In the 1980s, many auto workers engaged in “Buy American” campaigns, smashing Toyotas with sledgehammers and intimidating anybody who dared drive a car made outside of the US. Critics at the time noted that many Toyotas actually have more parts made in the US than Ford’s or Chevy’s. Therefore, workers allying with Ford, GM and Chrysler against Japanese workers and auto corporations made little sense.
Instead, many labor theorists argued that since capital is international, labor must also be international. Ford, for example, gives not one iota where a car is produced as long as it aids profit margins. They shift production back and forth between various countries in order to whipsaw and outmaneuver labor unions. Thus, the only effective resistance lay in organizing internationally with workers in say Japan, Mexico, China, Canada, Vietnam, England, Germany and so forth, in order to combat increasingly mobile capital. If workers in the US go on strike, but keep working in Britain and Vietnam, then the corporation will just move production there.

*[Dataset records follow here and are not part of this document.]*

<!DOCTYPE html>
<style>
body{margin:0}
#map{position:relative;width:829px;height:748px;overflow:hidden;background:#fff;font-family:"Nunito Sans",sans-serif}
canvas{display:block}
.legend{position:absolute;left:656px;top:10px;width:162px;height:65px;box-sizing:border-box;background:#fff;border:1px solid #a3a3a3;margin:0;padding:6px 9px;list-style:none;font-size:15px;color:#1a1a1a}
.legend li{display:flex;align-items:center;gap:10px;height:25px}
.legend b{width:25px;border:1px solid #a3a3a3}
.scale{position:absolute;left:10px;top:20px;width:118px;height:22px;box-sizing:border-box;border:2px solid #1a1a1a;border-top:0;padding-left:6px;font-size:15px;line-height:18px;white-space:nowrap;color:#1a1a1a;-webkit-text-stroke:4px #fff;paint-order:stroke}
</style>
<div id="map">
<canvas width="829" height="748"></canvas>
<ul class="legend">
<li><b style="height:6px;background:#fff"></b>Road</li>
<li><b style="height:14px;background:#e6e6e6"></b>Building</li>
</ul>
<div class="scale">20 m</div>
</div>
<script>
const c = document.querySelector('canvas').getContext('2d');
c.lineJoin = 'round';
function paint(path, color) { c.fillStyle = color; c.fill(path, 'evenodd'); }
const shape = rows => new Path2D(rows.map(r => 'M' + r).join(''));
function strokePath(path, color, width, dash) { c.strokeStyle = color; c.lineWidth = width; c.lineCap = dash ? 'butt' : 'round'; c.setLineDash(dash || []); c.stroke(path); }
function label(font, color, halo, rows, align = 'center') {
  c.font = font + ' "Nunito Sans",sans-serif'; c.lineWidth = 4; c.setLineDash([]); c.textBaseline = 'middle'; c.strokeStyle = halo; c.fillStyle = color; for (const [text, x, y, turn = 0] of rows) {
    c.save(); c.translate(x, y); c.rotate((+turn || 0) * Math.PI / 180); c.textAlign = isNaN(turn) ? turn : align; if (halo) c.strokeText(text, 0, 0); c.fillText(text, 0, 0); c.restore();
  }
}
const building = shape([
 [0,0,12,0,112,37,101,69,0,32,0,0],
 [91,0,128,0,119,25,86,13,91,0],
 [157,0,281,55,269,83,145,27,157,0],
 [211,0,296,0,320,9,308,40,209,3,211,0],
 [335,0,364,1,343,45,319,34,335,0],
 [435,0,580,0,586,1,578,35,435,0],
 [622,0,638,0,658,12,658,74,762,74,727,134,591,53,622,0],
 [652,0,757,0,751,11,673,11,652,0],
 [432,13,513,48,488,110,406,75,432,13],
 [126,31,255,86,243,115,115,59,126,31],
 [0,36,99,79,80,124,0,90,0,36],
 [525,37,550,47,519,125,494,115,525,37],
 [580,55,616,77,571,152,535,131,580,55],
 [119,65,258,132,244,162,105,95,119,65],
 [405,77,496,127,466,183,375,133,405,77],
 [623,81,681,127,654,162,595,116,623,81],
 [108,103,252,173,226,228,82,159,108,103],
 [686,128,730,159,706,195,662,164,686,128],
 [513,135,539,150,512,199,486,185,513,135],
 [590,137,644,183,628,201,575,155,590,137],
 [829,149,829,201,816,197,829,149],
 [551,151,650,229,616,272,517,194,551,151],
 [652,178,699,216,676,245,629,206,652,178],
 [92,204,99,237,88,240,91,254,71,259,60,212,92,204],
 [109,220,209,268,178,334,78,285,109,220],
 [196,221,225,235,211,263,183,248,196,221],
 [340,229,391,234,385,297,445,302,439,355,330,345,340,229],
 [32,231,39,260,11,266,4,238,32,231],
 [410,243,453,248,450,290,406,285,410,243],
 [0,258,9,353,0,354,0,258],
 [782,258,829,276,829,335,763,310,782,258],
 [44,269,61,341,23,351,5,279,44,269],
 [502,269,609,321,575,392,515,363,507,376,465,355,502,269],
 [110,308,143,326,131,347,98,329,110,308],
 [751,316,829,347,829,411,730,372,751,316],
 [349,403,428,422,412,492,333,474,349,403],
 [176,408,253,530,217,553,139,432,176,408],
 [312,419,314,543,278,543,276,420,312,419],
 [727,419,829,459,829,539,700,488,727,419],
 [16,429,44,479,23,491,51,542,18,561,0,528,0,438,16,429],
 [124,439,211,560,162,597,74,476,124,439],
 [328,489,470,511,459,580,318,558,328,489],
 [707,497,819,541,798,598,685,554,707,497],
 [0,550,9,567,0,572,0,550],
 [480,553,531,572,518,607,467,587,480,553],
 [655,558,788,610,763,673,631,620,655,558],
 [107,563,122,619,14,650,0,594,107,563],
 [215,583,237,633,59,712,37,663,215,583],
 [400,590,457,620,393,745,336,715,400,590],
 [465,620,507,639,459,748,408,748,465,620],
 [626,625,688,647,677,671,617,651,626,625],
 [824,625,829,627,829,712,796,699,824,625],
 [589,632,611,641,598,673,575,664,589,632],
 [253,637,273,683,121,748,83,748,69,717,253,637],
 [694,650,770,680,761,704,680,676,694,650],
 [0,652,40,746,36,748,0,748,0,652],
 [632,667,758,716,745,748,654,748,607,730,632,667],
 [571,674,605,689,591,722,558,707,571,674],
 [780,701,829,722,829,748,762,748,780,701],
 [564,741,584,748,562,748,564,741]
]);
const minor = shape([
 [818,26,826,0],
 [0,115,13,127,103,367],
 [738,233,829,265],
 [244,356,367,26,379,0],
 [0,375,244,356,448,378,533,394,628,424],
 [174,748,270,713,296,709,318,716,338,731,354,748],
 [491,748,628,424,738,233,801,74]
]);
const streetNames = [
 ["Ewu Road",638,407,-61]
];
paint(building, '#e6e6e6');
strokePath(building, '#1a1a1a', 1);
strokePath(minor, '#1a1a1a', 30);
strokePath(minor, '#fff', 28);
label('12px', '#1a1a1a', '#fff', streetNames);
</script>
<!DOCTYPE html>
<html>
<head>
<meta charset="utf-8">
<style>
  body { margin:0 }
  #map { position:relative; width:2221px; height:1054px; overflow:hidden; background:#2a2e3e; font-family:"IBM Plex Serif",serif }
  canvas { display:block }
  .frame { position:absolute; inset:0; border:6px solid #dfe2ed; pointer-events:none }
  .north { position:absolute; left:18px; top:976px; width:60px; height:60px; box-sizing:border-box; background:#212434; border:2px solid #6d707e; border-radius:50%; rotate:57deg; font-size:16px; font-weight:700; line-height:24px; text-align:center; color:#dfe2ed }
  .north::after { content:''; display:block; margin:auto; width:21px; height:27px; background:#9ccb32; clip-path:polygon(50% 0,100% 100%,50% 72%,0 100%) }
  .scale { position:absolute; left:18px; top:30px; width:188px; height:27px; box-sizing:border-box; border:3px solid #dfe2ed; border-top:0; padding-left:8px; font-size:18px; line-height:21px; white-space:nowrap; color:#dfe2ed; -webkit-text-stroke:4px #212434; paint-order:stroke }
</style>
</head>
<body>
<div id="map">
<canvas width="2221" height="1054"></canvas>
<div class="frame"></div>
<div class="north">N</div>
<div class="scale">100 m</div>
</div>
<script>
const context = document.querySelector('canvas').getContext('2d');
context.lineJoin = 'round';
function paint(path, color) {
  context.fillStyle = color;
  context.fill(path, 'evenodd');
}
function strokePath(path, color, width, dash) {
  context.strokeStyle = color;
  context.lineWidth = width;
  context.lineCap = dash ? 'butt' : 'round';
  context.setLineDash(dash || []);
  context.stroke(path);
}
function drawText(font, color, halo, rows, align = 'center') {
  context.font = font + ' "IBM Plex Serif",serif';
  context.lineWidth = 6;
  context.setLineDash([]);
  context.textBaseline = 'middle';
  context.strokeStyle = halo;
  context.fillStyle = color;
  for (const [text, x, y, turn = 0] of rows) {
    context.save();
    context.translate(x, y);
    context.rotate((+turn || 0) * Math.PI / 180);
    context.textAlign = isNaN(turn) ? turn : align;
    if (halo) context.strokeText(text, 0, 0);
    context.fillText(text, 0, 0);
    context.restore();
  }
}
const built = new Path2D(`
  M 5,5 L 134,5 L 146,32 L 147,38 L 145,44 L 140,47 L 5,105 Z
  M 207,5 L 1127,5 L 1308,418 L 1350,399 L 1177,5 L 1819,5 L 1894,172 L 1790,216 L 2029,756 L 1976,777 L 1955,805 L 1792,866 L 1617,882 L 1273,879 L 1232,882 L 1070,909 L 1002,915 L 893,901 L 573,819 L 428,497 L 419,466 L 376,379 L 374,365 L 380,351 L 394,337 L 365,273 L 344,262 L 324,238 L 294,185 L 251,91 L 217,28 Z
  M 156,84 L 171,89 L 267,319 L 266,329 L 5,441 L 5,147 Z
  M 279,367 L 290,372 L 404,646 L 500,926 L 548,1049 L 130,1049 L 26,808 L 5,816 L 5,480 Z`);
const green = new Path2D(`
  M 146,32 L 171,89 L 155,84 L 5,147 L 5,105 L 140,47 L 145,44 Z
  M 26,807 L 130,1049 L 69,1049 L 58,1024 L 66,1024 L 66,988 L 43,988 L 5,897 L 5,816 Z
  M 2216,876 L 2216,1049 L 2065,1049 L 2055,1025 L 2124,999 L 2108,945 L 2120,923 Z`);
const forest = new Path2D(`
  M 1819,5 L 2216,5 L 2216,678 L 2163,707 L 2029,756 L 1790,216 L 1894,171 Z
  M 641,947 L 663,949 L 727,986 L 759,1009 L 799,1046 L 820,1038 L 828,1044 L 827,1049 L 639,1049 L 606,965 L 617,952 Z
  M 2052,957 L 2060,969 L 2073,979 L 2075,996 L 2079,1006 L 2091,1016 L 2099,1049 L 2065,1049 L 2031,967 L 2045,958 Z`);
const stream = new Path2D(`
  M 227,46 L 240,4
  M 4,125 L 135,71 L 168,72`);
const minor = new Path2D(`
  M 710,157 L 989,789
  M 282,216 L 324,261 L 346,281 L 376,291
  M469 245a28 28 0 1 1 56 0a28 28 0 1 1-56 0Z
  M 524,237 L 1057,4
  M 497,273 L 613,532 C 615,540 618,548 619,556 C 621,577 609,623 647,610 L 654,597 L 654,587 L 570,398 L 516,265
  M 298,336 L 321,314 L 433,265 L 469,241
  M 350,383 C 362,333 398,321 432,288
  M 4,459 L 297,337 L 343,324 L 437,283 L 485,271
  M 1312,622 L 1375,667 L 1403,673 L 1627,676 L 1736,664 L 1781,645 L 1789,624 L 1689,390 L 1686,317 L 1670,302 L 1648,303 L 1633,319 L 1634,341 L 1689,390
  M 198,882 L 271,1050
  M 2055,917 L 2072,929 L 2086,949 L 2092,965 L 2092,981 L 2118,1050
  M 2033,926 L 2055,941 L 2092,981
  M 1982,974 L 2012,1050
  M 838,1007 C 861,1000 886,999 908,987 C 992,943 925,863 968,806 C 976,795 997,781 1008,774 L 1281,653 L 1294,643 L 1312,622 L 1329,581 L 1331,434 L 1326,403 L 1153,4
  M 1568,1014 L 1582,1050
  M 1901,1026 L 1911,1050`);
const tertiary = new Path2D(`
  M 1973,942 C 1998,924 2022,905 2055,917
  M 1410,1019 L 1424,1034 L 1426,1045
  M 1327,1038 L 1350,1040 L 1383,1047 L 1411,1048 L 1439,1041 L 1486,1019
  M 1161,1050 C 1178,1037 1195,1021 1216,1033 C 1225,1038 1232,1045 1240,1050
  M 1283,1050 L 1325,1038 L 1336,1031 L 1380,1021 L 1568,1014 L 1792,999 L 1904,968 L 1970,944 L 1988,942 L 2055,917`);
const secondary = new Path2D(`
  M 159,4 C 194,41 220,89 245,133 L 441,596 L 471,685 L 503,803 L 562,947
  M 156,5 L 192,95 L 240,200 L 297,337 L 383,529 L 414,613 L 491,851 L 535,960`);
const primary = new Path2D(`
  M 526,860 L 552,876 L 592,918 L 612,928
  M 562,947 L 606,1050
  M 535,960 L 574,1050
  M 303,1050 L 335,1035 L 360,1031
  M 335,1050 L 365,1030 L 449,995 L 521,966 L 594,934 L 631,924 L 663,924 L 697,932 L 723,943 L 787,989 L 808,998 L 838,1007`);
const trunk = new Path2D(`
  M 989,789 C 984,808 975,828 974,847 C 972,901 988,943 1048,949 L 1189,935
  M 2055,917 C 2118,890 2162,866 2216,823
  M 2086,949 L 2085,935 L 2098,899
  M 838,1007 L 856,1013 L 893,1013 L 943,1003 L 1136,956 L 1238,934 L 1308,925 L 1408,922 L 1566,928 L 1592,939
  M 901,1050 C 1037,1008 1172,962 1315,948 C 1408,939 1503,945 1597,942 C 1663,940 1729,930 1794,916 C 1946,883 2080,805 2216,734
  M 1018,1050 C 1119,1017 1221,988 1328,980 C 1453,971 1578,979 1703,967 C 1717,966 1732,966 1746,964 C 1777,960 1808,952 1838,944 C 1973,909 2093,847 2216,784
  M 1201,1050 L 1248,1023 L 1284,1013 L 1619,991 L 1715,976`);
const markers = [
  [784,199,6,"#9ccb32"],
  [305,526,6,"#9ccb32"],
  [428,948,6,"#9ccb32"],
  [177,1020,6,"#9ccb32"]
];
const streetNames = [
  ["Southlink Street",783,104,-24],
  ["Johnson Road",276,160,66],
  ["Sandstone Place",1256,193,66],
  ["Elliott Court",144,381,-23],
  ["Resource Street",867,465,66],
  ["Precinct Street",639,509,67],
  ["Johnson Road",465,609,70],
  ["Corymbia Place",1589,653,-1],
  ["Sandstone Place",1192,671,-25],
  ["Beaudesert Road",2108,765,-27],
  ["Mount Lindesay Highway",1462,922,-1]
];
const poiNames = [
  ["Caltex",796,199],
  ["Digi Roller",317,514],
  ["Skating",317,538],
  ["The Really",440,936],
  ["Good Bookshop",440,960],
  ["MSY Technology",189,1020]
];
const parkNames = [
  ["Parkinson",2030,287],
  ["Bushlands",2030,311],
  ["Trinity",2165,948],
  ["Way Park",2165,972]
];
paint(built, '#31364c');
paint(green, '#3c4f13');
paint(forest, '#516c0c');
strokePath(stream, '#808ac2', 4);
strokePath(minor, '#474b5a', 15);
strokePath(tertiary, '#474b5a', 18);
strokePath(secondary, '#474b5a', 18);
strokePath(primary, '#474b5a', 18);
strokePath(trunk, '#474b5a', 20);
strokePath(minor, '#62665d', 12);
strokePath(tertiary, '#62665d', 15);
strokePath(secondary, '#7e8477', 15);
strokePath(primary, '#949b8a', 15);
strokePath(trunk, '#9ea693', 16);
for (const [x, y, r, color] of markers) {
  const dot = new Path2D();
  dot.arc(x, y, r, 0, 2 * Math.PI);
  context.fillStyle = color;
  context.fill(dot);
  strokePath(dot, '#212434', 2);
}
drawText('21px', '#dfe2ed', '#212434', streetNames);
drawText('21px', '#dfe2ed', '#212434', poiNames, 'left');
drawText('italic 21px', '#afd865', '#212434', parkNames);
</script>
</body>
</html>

It is impossible to get inside Donald Trump or Howard Lutnick’s head and understand what this move is really about. But helping workers? Give me a break. Many of these high-tech plants will require little human capital, and most of the jobs will be so advanced they may have to be filled by H1-B visa holders, which the Trump administration and its backers in Silicon Valley have embraced. 3D printing and AI will allow for customizable manufacturing in Chicago, as opposed to the Philippines, fundamentally reshaping global supply chains. Bringing chip production back from Taiwan is a safe bet given the threat of a Chinese invasion. Apple and Google will probably pour billions of more dollars into the US.
When Chinese statesman Chou Enlai was asked in 1970 what he thought of the French Revolution, which occurred in 1789, he said it is “too soon to tell.” In 2025, commentators are looking for a scoop on higher prices or laid off workers the day after, as if such developments are indicative of anything significant. Why not give it a week, if not a month? Smartphones are ruining everything.
Yet many are finally beginning to realize that, unless they are a wealthy tech entrepreneur or financier, this has nothing to do with them. The reason is because everything they can do, somebody else can do better and cheaper. For American workers, that somebody used to be a person toiling away in a Chinese sweatshop. In the near future if not already, it will be a robot. Not only will the rich get richer, but they will have manufactured consent amongst workers for their own obsolescence. Brilliant.